(Stored data entries)
######

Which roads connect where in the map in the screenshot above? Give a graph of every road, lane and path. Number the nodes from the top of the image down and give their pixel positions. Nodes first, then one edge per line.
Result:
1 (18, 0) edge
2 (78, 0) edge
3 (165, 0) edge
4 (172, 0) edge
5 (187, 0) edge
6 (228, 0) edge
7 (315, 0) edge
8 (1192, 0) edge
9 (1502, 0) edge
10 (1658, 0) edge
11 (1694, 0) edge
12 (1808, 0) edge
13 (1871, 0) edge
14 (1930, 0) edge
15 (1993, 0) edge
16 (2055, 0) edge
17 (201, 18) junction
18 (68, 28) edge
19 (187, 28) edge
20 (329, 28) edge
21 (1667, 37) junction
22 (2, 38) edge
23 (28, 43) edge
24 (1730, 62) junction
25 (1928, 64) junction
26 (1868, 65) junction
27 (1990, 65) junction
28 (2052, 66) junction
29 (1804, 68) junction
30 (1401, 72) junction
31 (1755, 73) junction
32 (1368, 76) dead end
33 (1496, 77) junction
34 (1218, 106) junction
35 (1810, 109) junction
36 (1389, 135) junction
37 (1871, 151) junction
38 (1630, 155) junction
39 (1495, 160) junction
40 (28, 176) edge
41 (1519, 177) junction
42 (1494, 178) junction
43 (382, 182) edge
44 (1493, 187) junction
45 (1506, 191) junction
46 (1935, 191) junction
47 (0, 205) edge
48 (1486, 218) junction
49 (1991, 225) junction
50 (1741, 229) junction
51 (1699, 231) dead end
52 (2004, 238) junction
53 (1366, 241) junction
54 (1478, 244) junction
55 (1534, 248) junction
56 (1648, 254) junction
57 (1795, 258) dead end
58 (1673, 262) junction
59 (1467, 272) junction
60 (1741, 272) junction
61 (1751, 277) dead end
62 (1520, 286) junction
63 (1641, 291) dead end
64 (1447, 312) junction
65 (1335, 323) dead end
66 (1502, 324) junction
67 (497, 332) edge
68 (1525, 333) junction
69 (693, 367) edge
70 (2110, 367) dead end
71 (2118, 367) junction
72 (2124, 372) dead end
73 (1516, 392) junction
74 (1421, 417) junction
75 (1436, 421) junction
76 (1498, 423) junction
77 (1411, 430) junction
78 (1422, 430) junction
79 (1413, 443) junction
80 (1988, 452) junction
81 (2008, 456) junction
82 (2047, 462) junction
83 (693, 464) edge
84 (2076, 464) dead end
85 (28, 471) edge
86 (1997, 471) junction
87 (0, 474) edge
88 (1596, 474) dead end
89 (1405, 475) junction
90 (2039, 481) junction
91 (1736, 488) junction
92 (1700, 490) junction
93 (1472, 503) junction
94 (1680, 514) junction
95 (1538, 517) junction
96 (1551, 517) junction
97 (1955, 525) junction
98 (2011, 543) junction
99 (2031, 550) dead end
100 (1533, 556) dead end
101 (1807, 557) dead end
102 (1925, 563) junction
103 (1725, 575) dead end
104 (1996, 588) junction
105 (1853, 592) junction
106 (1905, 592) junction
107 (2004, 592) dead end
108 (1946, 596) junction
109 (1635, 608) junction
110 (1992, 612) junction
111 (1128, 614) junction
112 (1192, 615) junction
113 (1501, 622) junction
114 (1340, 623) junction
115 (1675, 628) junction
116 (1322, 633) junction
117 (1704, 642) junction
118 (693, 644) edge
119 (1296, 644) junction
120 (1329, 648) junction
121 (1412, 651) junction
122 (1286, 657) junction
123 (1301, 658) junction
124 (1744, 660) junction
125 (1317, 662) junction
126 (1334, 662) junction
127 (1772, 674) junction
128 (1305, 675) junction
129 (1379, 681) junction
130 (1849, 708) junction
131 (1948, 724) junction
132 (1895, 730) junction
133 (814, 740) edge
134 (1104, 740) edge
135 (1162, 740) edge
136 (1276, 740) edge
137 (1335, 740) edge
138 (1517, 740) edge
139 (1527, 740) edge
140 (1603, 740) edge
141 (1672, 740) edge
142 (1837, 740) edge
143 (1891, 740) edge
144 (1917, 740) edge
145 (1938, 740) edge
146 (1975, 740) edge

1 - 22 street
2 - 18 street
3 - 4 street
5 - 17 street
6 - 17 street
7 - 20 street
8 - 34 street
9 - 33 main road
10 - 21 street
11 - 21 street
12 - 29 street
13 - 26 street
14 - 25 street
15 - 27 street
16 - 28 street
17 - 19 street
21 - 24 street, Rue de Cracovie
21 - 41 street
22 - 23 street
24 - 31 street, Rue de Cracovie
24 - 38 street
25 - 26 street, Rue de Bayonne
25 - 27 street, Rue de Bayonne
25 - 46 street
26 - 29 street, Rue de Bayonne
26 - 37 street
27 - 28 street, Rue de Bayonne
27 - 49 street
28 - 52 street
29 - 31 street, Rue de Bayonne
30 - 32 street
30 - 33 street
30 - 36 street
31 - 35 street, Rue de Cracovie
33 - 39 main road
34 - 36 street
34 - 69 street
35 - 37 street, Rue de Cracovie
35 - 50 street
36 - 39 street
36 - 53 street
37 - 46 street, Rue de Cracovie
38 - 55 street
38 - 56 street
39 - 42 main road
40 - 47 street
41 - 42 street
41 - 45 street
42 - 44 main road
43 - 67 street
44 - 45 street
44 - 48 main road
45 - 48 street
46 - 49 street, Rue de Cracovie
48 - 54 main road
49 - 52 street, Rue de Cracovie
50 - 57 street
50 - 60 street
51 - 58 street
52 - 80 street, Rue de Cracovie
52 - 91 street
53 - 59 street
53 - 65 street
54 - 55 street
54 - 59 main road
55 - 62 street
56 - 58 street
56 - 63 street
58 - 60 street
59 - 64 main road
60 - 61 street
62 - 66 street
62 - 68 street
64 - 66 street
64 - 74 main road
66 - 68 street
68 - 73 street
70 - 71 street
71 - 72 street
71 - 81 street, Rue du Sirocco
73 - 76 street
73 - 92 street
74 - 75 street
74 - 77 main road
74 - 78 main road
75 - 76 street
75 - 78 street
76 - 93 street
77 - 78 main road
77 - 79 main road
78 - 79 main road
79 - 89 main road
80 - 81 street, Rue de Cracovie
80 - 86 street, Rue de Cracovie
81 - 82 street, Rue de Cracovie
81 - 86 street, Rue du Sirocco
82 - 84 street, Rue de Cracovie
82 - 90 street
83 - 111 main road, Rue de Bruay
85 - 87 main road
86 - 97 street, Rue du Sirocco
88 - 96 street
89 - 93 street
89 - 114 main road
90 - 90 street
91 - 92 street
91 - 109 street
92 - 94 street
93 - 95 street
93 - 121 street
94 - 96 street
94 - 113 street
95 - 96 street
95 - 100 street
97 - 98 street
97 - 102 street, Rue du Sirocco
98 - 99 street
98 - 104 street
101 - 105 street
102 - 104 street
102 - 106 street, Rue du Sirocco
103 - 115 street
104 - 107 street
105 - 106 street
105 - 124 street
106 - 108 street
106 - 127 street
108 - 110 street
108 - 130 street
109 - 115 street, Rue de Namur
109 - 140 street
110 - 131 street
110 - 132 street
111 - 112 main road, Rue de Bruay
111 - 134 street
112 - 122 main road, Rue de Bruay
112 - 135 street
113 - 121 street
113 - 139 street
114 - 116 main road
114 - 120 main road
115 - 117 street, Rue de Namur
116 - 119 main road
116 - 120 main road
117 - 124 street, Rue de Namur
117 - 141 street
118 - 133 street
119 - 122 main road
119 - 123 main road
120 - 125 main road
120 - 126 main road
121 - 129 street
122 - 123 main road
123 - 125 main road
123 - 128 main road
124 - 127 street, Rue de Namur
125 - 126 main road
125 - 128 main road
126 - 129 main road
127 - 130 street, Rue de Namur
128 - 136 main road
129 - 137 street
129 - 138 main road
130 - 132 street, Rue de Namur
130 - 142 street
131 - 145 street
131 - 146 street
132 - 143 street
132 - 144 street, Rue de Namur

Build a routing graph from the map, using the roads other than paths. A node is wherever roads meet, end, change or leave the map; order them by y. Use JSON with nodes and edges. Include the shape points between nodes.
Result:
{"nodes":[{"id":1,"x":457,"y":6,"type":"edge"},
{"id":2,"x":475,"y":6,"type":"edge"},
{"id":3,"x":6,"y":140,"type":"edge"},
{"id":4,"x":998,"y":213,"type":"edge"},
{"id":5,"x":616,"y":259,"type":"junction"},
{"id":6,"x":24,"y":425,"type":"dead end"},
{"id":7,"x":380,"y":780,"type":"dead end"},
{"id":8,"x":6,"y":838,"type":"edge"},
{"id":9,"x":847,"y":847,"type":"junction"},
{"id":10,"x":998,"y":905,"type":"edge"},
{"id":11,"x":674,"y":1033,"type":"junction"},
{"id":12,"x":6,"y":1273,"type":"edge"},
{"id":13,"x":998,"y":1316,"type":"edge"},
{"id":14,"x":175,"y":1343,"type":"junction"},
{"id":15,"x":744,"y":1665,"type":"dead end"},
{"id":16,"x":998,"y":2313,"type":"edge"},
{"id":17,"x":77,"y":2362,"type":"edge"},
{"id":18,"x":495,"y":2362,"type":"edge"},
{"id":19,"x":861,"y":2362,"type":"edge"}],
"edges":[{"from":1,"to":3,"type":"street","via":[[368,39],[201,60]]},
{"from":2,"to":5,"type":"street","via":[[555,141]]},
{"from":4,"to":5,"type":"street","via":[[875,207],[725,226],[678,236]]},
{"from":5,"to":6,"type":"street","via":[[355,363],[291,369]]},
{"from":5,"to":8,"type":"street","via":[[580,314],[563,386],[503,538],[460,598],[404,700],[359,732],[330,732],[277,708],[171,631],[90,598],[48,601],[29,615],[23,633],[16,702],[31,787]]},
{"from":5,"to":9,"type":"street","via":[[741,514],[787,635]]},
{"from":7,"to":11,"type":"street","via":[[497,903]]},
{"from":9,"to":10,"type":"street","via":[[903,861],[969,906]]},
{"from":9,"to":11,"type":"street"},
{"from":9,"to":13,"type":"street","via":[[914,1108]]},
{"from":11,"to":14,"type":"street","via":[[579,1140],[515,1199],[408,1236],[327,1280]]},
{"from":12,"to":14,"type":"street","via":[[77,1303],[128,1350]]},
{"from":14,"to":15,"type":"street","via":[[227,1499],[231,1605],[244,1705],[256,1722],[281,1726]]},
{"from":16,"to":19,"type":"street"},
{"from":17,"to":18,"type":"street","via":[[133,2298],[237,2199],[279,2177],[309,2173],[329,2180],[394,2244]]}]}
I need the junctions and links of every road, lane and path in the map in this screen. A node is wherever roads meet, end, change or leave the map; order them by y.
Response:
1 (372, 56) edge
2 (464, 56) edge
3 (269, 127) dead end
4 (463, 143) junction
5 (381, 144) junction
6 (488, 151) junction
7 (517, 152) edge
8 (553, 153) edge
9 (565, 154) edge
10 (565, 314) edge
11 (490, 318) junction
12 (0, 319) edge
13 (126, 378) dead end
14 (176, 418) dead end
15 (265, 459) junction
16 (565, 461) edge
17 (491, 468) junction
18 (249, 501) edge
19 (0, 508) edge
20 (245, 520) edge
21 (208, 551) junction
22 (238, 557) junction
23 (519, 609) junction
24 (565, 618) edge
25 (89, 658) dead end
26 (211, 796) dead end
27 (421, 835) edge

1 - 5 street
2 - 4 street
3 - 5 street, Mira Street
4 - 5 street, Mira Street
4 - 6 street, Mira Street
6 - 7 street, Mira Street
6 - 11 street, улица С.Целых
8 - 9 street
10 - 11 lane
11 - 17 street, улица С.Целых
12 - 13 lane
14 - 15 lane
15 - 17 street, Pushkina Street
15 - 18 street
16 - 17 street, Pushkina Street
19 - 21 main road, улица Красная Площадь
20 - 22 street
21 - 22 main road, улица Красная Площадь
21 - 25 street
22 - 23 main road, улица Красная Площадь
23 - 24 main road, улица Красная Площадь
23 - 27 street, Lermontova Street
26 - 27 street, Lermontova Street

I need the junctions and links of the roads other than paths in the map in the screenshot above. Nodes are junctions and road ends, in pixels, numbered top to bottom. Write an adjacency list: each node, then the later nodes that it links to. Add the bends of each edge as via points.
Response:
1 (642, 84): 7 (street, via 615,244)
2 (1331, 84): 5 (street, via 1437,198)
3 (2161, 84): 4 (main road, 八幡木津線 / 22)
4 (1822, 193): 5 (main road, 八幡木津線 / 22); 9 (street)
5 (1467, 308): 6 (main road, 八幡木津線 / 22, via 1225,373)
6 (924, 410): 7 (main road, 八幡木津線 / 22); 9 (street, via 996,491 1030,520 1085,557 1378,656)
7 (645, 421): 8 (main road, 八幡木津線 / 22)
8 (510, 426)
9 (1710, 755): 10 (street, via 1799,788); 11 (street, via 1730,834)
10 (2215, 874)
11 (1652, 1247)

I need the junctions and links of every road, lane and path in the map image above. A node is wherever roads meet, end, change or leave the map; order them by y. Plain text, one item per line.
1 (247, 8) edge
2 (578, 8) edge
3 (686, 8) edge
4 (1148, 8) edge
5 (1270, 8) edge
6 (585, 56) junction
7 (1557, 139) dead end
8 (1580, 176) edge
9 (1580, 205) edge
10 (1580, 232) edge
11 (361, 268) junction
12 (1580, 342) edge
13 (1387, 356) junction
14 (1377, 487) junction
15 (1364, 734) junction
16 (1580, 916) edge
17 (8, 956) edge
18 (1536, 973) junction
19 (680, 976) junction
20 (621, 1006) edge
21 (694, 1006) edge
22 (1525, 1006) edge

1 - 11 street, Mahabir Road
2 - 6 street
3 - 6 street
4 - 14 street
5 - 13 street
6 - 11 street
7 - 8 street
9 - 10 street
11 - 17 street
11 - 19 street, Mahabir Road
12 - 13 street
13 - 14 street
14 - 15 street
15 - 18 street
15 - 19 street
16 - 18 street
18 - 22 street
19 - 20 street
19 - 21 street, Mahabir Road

######

* **EXERCISE**
Every line in the data that holds "Pushkina" should be copied out.

* **WRITTEN ANSWER**
15 - 17 street, Pushkina Street
16 - 17 street, Pushkina Street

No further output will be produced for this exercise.